FTHL Granville Island Field Trip!

We packed up early and caught the 8:30 ferry to town to meet at Granville Island, where we explored:
  • the Crystal Ark, with its polished rock room, petrified wood, and countless amazing minerals
  • the great playground and waterpark (even dry, it's still fun to run around in!!)
  • New-Small & Sterling Glass Studio demonstration (WOW!!)
  • Granville Island Broom Company broom-making demonstration
  • awesome lunch with guitarist outside the market
  • ...exploring!! After which, some of us went skating at Robson Square, too. :-)
We love our community, and we love the ability to gather for such wonderful, beautiful adventures!!!
Herewith, photos:

The sand mixture is heated to a glass in the kiln, and is pulled out on the end of a blowing pipe.
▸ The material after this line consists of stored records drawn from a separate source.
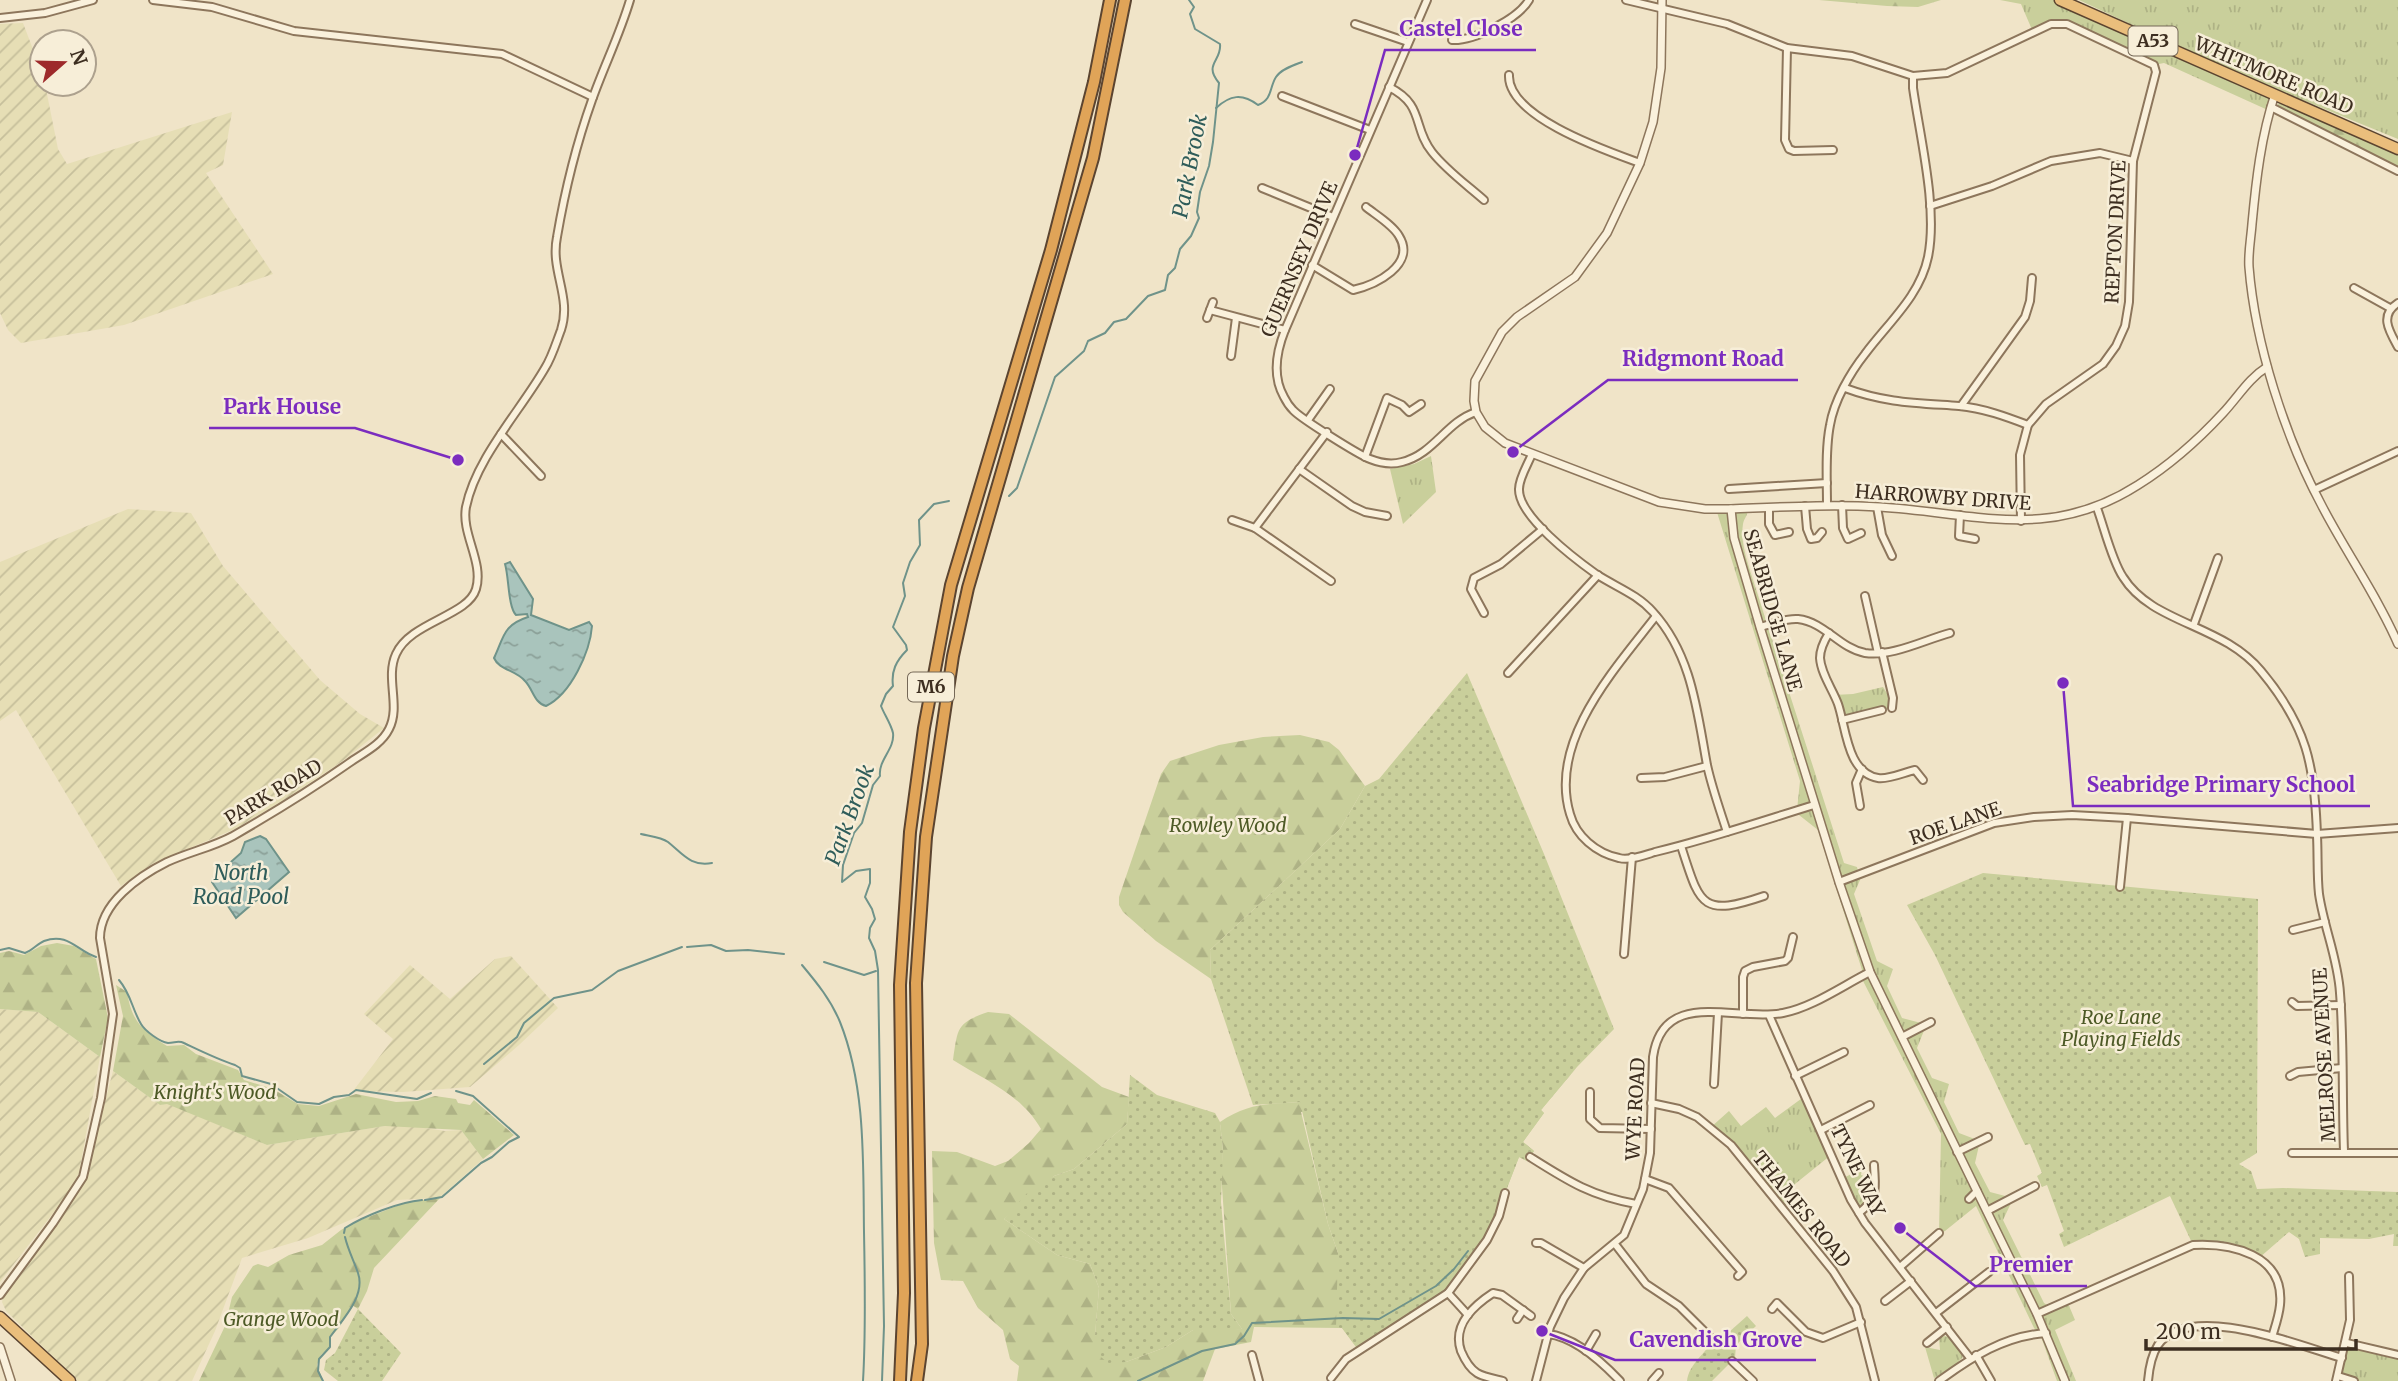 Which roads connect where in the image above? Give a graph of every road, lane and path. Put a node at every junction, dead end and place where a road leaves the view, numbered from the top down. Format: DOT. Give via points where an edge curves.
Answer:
graph roads {
  1 [pos="93,0"];
  2 [pos="153,0"];
  3 [pos="630,0"];
  4 [pos="1110,0"];
  5 [pos="1125,0"];
  6 [pos="1427,0"];
  7 [pos="1529,0"];
  8 [pos="1626,0"];
  9 [pos="1662,0"];
  10 [pos="2060,0"];
  11 [pos="1662,10"];
  12 [pos="0,18"];
  13 [pos="1355,24"];
  14 [pos="1452,40"];
  15 [pos="1408,42"];
  16 [pos="1787,48"];
  17 [pos="1509,75"];
  18 [pos="1913,76"];
  19 [pos="1389,87"];
  20 [pos="2275,94"];
  21 [pos="1282,96"];
  22 [pos="593,97"];
  23 [pos="2271,107"];
  24 [pos="1370,130"];
  25 [pos="2398,149"];
  26 [pos="1833,150"];
  27 [pos="2133,161"];
  28 [pos="1640,163"];
  29 [pos="2398,171"];
  30 [pos="1262,188"];
  31 [pos="1484,200"];
  32 [pos="1930,206"];
  33 [pos="1367,207"];
  34 [pos="1333,217"];
  35 [pos="1312,265"];
  36 [pos="2032,278"];
  37 [pos="2354,288"];
  38 [pos="2398,303"];
  39 [pos="2390,308"];
  40 [pos="1207,318"];
  41 [pos="1236,318"];
  42 [pos="1285,330"];
  43 [pos="2398,347"];
  44 [pos="1231,356"];
  45 [pos="2267,367"];
  46 [pos="1845,388"];
  47 [pos="1330,390"];
  48 [pos="1421,404"];
  49 [pos="1961,406"];
  50 [pos="1476,412"];
  51 [pos="1308,420"];
  52 [pos="2028,425"];
  53 [pos="1327,432"];
  54 [pos="501,433"];
  55 [pos="2398,451"];
  56 [pos="1532,454"];
  57 [pos="1365,457"];
  58 [pos="1299,469"];
  59 [pos="541,476"];
  60 [pos="1827,483"];
  61 [pos="1728,489"];
  62 [pos="2314,490"];
  63 [pos="1828,505"];
  64 [pos="1842,505"];
  65 [pos="1805,506"];
  66 [pos="1877,507"];
  67 [pos="1769,508"];
  68 [pos="2097,508"];
  69 [pos="1731,509"];
  70 [pos="1960,515"];
  71 [pos="1387,516"];
  72 [pos="1232,520"];
  73 [pos="2021,521"];
  74 [pos="1255,528"];
  75 [pos="1543,529"];
  76 [pos="1789,532"];
  77 [pos="1822,532"];
  78 [pos="1861,533"];
  79 [pos="1975,538"];
  80 [pos="1892,556"];
  81 [pos="2218,558"];
  82 [pos="1598,575"];
  83 [pos="1331,581"];
  84 [pos="1865,596"];
  85 [pos="1484,613"];
  86 [pos="1656,616"];
  87 [pos="2193,624"];
  88 [pos="1760,627"];
  89 [pos="1829,633"];
  90 [pos="1950,633"];
  91 [pos="2398,644"];
  92 [pos="1880,652"];
  93 [pos="1508,673"];
  94 [pos="1892,708"];
  95 [pos="1882,710"];
  96 [pos="1842,720"];
  97 [pos="1707,766"];
  98 [pos="1862,769"];
  99 [pos="1641,778"];
  100 [pos="1923,780"];
  101 [pos="1814,805"];
  102 [pos="1860,806"];
  103 [pos="2127,818"];
  104 [pos="2398,828"];
  105 [pos="1727,832"];
  106 [pos="2317,834"];
  107 [pos="1681,846"];
  108 [pos="1632,857"];
  109 [pos="1839,882"];
  110 [pos="2120,887"];
  111 [pos="1764,896"];
  112 [pos="2325,922"];
  113 [pos="2292,930"];
  114 [pos="1793,937"];
  115 [pos="1624,954"];
  116 [pos="1870,972"];
  117 [pos="2292,1002"];
  118 [pos="2340,1005"];
  119 [pos="1718,1013"];
  120 [pos="1743,1014"];
  121 [pos="1769,1015"];
  122 [pos="1931,1022"];
  123 [pos="1902,1037"];
  124 [pos="1844,1052"];
  125 [pos="2342,1068"];
  126 [pos="1795,1076"];
  127 [pos="2290,1076"];
  128 [pos="1714,1084"];
  129 [pos="1590,1092"];
  130 [pos="1651,1102"];
  131 [pos="1870,1105"];
  132 [pos="1651,1129"];
  133 [pos="1821,1130"];
  134 [pos="1988,1137"];
  135 [pos="2344,1151"];
  136 [pos="1957,1152"];
  137 [pos="2292,1153"];
  138 [pos="2398,1153"];
  139 [pos="1530,1157"];
  140 [pos="1874,1165"];
  141 [pos="1645,1179"];
  142 [pos="2035,1186"];
  143 [pos="1977,1191"];
  144 [pos="1506,1193"];
  145 [pos="1969,1199"];
  146 [pos="1636,1204"];
  147 [pos="1987,1212"];
  148 [pos="1859,1213"];
  149 [pos="1939,1233"];
  150 [pos="1536,1243"];
  151 [pos="1615,1244"];
  152 [pos="1900,1267"];
  153 [pos="1584,1268"];
  154 [pos="1989,1272"];
  155 [pos="1738,1276"];
  156 [pos="2349,1276"];
  157 [pos="1911,1281"];
  158 [pos="1448,1293"];
  159 [pos="0,1295"];
  160 [pos="1885,1301"];
  161 [pos="1772,1309"];
  162 [pos="1523,1310"];
  163 [pos="1936,1312"];
  164 [pos="2037,1314"];
  165 [pos="1468,1315"];
  166 [pos="1531,1315"];
  167 [pos="0,1318"];
  168 [pos="1517,1319"];
  169 [pos="1861,1322"];
  170 [pos="1713,1326"];
  171 [pos="1947,1327"];
  172 [pos="1706,1333"];
  173 [pos="2046,1333"];
  174 [pos="1548,1334"];
  175 [pos="1596,1334"];
  176 [pos="2272,1337"];
  177 [pos="1712,1339"];
  178 [pos="2347,1343"];
  179 [pos="0,1347"];
  180 [pos="1938,1348"];
  181 [pos="1586,1351"];
  182 [pos="1252,1355"];
  183 [pos="2398,1355"];
  184 [pos="1973,1356"];
  185 [pos="2342,1358"];
  186 [pos="1732,1361"];
  187 [pos="1746,1362"];
  188 [pos="1739,1368"];
  189 [pos="1659,1373"];
  190 [pos="1476,1377"];
  191 [pos="1331,1378"];
  192 [pos="2337,1379"];
  193 [pos="1873,1380"];
  194 [pos="11,1381"];
  195 [pos="70,1381"];
  196 [pos="900,1381"];
  197 [pos="917,1381"];
  198 [pos="1259,1381"];
  199 [pos="1503,1381"];
  200 [pos="1536,1381"];
  201 [pos="1620,1381"];
  202 [pos="1652,1381"];
  203 [pos="1753,1381"];
  204 [pos="1939,1381"];
  205 [pos="1991,1381"];
  206 [pos="2065,1381"];
  207 [pos="2148,1381"];
  208 [pos="2354,1381"];
  1 -- 12 [label="street" via="46,13"];
  2 -- 22 [label="street" via="212,8 294,31 502,54"];
  3 -- 22 [label="street"];
  4 -- 196 [label="highway, M6" via="1064,200 951,585 924,728 910,832 900,985 904,1293"];
  5 -- 197 [label="highway, M6" via="1093,158 968,588 940,739 926,836 916,983 922,1344"];
  6 -- 15 [label="street, GUERNSEY DRIVE"];
  7 -- 14 [label="street" via="1498,25"];
  8 -- 11 [label="street"];
  9 -- 11 [label="street"];
  10 -- 20 [label="highway, WHITMORE ROAD / A53"];
  11 -- 16 [label="street" via="1727,24"];
  11 -- 28 [label="street" via="1661,68 1653,122"];
  13 -- 15 [label="street"];
  15 -- 19 [label="street, GUERNSEY DRIVE"];
  16 -- 18 [label="street" via="1852,56"];
  16 -- 26 [label="street" via="1785,140 1789,149"];
  17 -- 28 [label="street" via="1525,108 1583,141"];
  18 -- 27 [label="street, REPTON DRIVE" via="1947,73 2051,24 2067,24 2154,65"];
  18 -- 32 [label="street"];
  19 -- 24 [label="street, GUERNSEY DRIVE"];
  19 -- 31 [label="street" via="1402,93 1415,110 1430,150"];
  20 -- 23 [label="street"];
  20 -- 25 [label="highway, WHITMORE ROAD / A53"];
  21 -- 24 [label="street"];
  22 -- 54 [label="street, PARK ROAD" via="571,165 556,242 555,264 565,302 562,326 547,366"];
  23 -- 29 [label="street, WHITMORE ROAD"];
  23 -- 45 [label="street" via="2256,180 2248,265"];
  24 -- 34 [label="street, GUERNSEY DRIVE"];
  27 -- 32 [label="street" via="2100,153 2050,161"];
  27 -- 52 [label="street, REPTON DRIVE" via="2125,326 2103,364 2046,404"];
  28 -- 50 [label="street" via="1607,233 1587,263 1502,332 1475,381"];
  30 -- 34 [label="street"];
  32 -- 46 [label="street" via="1928,258 1916,288 1864,355"];
  33 -- 35 [label="street" via="1399,235 1403,245 1402,258 1392,272 1353,290"];
  34 -- 35 [label="street, GUERNSEY DRIVE"];
  35 -- 42 [label="street, GUERNSEY DRIVE"];
  36 -- 49 [label="street" via="2025,317"];
  37 -- 39 [label="street"];
  38 -- 39 [label="street"];
  39 -- 43 [label="street" via="2387,327"];
  40 -- 41 [label="street" via="1212,306"];
  41 -- 42 [label="street"];
  41 -- 44 [label="street"];
  42 -- 51 [label="street, GUERNSEY DRIVE" via="1278,348 1282,395 1294,412"];
  45 -- 62 [label="street"];
  45 -- 68 [label="street, HARROWBY DRIVE" via="2255,374 2174,460"];
  46 -- 49 [label="street" via="1902,403"];
  46 -- 60 [label="street" via="1829,427"];
  47 -- 51 [label="street"];
  48 -- 57 [label="street" via="1409,412 1387,398"];
  49 -- 52 [label="street"];
  50 -- 56 [label="street, SEABRIDGE LANE" via="1493,435"];
  50 -- 57 [label="street, GUERNSEY DRIVE" via="1463,416 1420,455 1391,464"];
  51 -- 53 [label="street, GUERNSEY DRIVE"];
  52 -- 73 [label="street" via="2020,455"];
  53 -- 57 [label="street, GUERNSEY DRIVE"];
  53 -- 58 [label="street"];
  54 -- 59 [label="street"];
  54 -- 159 [label="street, PARK ROAD" via="466,507 476,590 454,611 407,637 398,648 391,670 392,721 384,737 329,777 230,837 145,874 105,915 100,938 113,1014 85,1169 76,1189"];
  55 -- 62 [label="street"];
  56 -- 69 [label="street, SEABRIDGE LANE" via="1659,502"];
  56 -- 75 [label="street" via="1519,488 1521,503"];
  58 -- 71 [label="street" via="1352,506"];
  58 -- 74 [label="street"];
  60 -- 61 [label="street"];
  60 -- 63 [label="street"];
  62 -- 91 [label="street"];
  63 -- 64 [label="street, HARROWBY DRIVE"];
  63 -- 65 [label="street, HARROWBY DRIVE"];
  64 -- 66 [label="street, HARROWBY DRIVE"];
  64 -- 78 [label="street" via="1848,539"];
  65 -- 67 [label="street, HARROWBY DRIVE"];
  65 -- 77 [label="street" via="1811,539"];
  66 -- 70 [label="street, HARROWBY DRIVE"];
  66 -- 80 [label="street" via="1882,536"];
  67 -- 69 [label="street, HARROWBY DRIVE"];
  67 -- 76 [label="street" via="1775,535"];
  68 -- 73 [label="street, HARROWBY DRIVE"];
  68 -- 87 [label="street, MELROSE AVENUE" via="2122,576 2157,610"];
  69 -- 88 [label="street, SEABRIDGE LANE" via="1734,538"];
  70 -- 73 [label="street, HARROWBY DRIVE"];
  70 -- 79 [label="street" via="1959,536"];
  72 -- 74 [label="street"];
  74 -- 83 [label="street"];
  75 -- 82 [label="street"];
  75 -- 85 [label="street" via="1501,564 1475,578 1471,589"];
  81 -- 87 [label="street"];
  82 -- 86 [label="street" via="1628,590"];
  82 -- 93 [label="street"];
  84 -- 92 [label="street"];
  86 -- 97 [label="street" via="1689,674"];
  86 -- 108 [label="street" via="1600,689 1584,716 1568,763 1566,801 1578,834 1595,849 1620,859"];
  87 -- 106 [label="street, MELROSE AVENUE" via="2244,654 2291,712 2312,764"];
  88 -- 89 [label="street" via="1796,619"];
  88 -- 101 [label="street, SEABRIDGE LANE"];
  89 -- 92 [label="street" via="1856,650"];
  89 -- 96 [label="street" via="1820,659"];
  90 -- 92 [label="street"];
  92 -- 94 [label="street" via="1894,698"];
  95 -- 96 [label="street"];
  96 -- 98 [label="street" via="1846,742"];
  97 -- 99 [label="street"];
  97 -- 105 [label="street"];
  98 -- 100 [label="street" via="1878,778 1915,769"];
  98 -- 102 [label="street" via="1856,783"];
  101 -- 105 [label="street"];
  101 -- 109 [label="street, SEABRIDGE LANE"];
  103 -- 106 [label="street, ROE LANE"];
  103 -- 109 [label="street, ROE LANE" via="2072,815 1994,823"];
  103 -- 110 [label="street"];
  104 -- 106 [label="street, ROE LANE"];
  105 -- 107 [label="street"];
  106 -- 112 [label="street, MELROSE AVENUE"];
  107 -- 108 [label="street"];
  107 -- 111 [label="street" via="1698,894 1709,903 1721,907"];
  108 -- 115 [label="street"];
  109 -- 116 [label="street, SEABRIDGE LANE"];
  112 -- 113 [label="street"];
  112 -- 118 [label="street, MELROSE AVENUE" via="2335,957"];
  114 -- 120 [label="street" via="1785,961 1745,971"];
  116 -- 121 [label="street, WYE ROAD" via="1801,1008"];
  116 -- 123 [label="street, SEABRIDGE LANE"];
  117 -- 118 [label="street" via="2297,1006"];
  118 -- 125 [label="street, MELROSE AVENUE"];
  119 -- 120 [label="street, WYE ROAD"];
  119 -- 128 [label="street"];
  119 -- 130 [label="street, WYE ROAD" via="1692,1012 1664,1027 1654,1046"];
  120 -- 121 [label="street, WYE ROAD"];
  121 -- 126 [label="street, TYNE WAY"];
  122 -- 123 [label="street"];
  123 -- 136 [label="street, SEABRIDGE LANE"];
  124 -- 126 [label="street"];
  125 -- 127 [label="street"];
  125 -- 135 [label="street, MELROSE AVENUE"];
  126 -- 133 [label="street, TYNE WAY"];
  129 -- 132 [label="street" via="1590,1119 1600,1128"];
  130 -- 132 [label="street, WYE ROAD"];
  130 -- 169 [label="street, THAMES ROAD" via="1697,1117 1731,1145 1839,1279"];
  131 -- 133 [label="street"];
  132 -- 141 [label="street, WYE ROAD"];
  133 -- 148 [label="street, TYNE WAY"];
  134 -- 136 [label="street"];
  135 -- 137 [label="street"];
  135 -- 138 [label="street"];
  136 -- 143 [label="street, SEABRIDGE LANE"];
  139 -- 146 [label="street" via="1583,1190"];
  140 -- 148 [label="street" via="1873,1199"];
  141 -- 146 [label="street, WYE ROAD"];
  141 -- 155 [label="street" via="1669,1188 1683,1201 1742,1272"];
  142 -- 147 [label="street"];
  143 -- 145 [label="street"];
  143 -- 147 [label="street, SEABRIDGE LANE"];
  144 -- 158 [label="street" via="1487,1240"];
  146 -- 151 [label="street, WYE ROAD" via="1624,1235"];
  147 -- 164 [label="street, SEABRIDGE LANE"];
  148 -- 152 [label="street, TYNE WAY"];
  149 -- 152 [label="street"];
  150 -- 153 [label="street"];
  151 -- 153 [label="street, WYE ROAD"];
  151 -- 172 [label="street" via="1646,1284 1679,1306"];
  152 -- 157 [label="street, TYNE WAY"];
  153 -- 174 [label="street, WYE ROAD"];
  154 -- 163 [label="street"];
  156 -- 178 [label="street"];
  157 -- 160 [label="street"];
  157 -- 163 [label="street, TYNE WAY"];
  158 -- 165 [label="street"];
  158 -- 191 [label="street" via="1346,1359"];
  161 -- 169 [label="street" via="1777,1303 1782,1305 1806,1332 1822,1338"];
  162 -- 165 [label="street" via="1493,1293"];
  162 -- 166 [label="street"];
  162 -- 168 [label="street"];
  163 -- 171 [label="street, TYNE WAY"];
  164 -- 173 [label="street, SEABRIDGE LANE"];
  164 -- 176 [label="street" via="2193,1245 2213,1244 2255,1255 2274,1276 2280,1304"];
  165 -- 190 [label="street" via="1459,1328 1459,1344"];
  167 -- 195 [label="highway"];
  169 -- 193 [label="street, THAMES ROAD"];
  170 -- 172 [label="street"];
  171 -- 180 [label="street" via="1929,1341"];
  171 -- 184 [label="street, TYNE WAY"];
  172 -- 177 [label="street"];
  173 -- 184 [label="street" via="2015,1339"];
  173 -- 206 [label="street, SEABRIDGE LANE"];
  174 -- 181 [label="street"];
  174 -- 200 [label="street, WYE ROAD"];
  175 -- 181 [label="street"];
  176 -- 185 [label="street"];
  176 -- 207 [label="street" via="2192,1325 2158,1345"];
  178 -- 183 [label="street"];
  178 -- 185 [label="street"];
  179 -- 194 [label="street"];
  181 -- 201 [label="street"];
  182 -- 198 [label="street"];
  184 -- 204 [label="street"];
  184 -- 205 [label="street, TYNE WAY"];
  185 -- 192 [label="street"];
  186 -- 188 [label="street"];
  187 -- 188 [label="street"];
  188 -- 203 [label="street"];
  189 -- 202 [label="street"];
  190 -- 199 [label="street"];
  192 -- 208 [label="street"];
}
He had Tali take a pinch (with pliers!) of the molten glass, and then pulled it all the way to the back of the room, hooked it over a kiln and brought it back again, leaving an extremely long thin trail of glass, which then hardened.
Then he passed around a piece of thin glass for the children to feel.
He got another blob of glass and gave Sorcha a try at blowing a glass bubble. It was so thin it looked like a soap bubble!
Then he demonstrated his own technique for making a goblet. He rolled a blob of clear glass in some coloured glass pieces...
...then blew a small bubble and shaped it ...
...and blew and shaped it a few more times...
...until it began to look more like a goblet.
Then he melted the bottom a little, attached that to another rod, and cut the goblet from the blowing pipe, leaving a nice edge, which he smoothed and shaped.
Ta da! This goblet then went into an extremely hot kiln, where it would "cool" until the next day, so as not to become too brittle.
Next up (and next door): Broom making! The wet broom-corn was tied onto the stick using this very strong cord and a foot-controlled wheel, to keep it taut. This broom was a "quidditch broom" destined for a Harry Potter display in an American Museum. Traditional broom-making is a rare art, these days, and they are working with antique machinery.

After been attached to the stick, woven, and tied off, the brooms (or at least those that are destined to be flat) are put in this vise and sewn flat.

Those leather straps she's wearing on her hands have a steel plate on the palm which she used to push the giant needle through the broom.

Then, those brooms destined to be blunt-ended (like most house-brooms) are trimmed in this guillotine-style machine.